* What the task asks *
Your answer needs to include each line of the records in which the string "Avenue" can be found.

=== Dataset records ===

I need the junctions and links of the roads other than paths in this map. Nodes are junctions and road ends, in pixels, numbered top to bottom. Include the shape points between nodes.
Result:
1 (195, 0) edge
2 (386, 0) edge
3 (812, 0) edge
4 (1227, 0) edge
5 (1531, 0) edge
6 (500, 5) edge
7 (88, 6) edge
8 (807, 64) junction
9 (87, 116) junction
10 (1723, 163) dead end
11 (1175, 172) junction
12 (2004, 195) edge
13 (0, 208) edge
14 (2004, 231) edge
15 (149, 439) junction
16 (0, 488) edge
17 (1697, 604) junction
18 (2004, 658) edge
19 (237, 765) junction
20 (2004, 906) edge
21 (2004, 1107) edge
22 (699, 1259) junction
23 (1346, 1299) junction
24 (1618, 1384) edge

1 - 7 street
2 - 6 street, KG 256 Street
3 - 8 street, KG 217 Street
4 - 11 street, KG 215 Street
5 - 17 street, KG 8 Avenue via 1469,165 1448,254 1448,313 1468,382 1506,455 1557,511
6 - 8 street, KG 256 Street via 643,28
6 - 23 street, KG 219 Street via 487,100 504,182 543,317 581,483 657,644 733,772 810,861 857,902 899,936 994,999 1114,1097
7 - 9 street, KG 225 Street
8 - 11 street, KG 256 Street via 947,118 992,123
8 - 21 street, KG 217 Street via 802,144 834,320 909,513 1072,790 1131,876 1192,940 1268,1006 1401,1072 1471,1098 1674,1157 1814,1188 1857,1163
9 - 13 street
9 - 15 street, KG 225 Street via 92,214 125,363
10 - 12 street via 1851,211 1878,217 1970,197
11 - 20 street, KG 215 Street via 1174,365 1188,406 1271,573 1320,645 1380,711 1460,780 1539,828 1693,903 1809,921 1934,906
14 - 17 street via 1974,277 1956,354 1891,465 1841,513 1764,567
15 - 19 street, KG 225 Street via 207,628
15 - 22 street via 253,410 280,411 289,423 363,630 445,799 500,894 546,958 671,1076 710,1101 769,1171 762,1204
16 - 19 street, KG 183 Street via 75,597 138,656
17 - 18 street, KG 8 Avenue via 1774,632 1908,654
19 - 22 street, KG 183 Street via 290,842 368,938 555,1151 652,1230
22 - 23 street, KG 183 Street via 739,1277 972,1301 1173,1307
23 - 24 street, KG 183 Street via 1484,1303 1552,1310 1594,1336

===

* Expected answer *
5 - 17 street, KG 8 Avenue via 1469,165 1448,254 1448,313 1468,382 1506,455 1557,511
17 - 18 street, KG 8 Avenue via 1774,632 1908,654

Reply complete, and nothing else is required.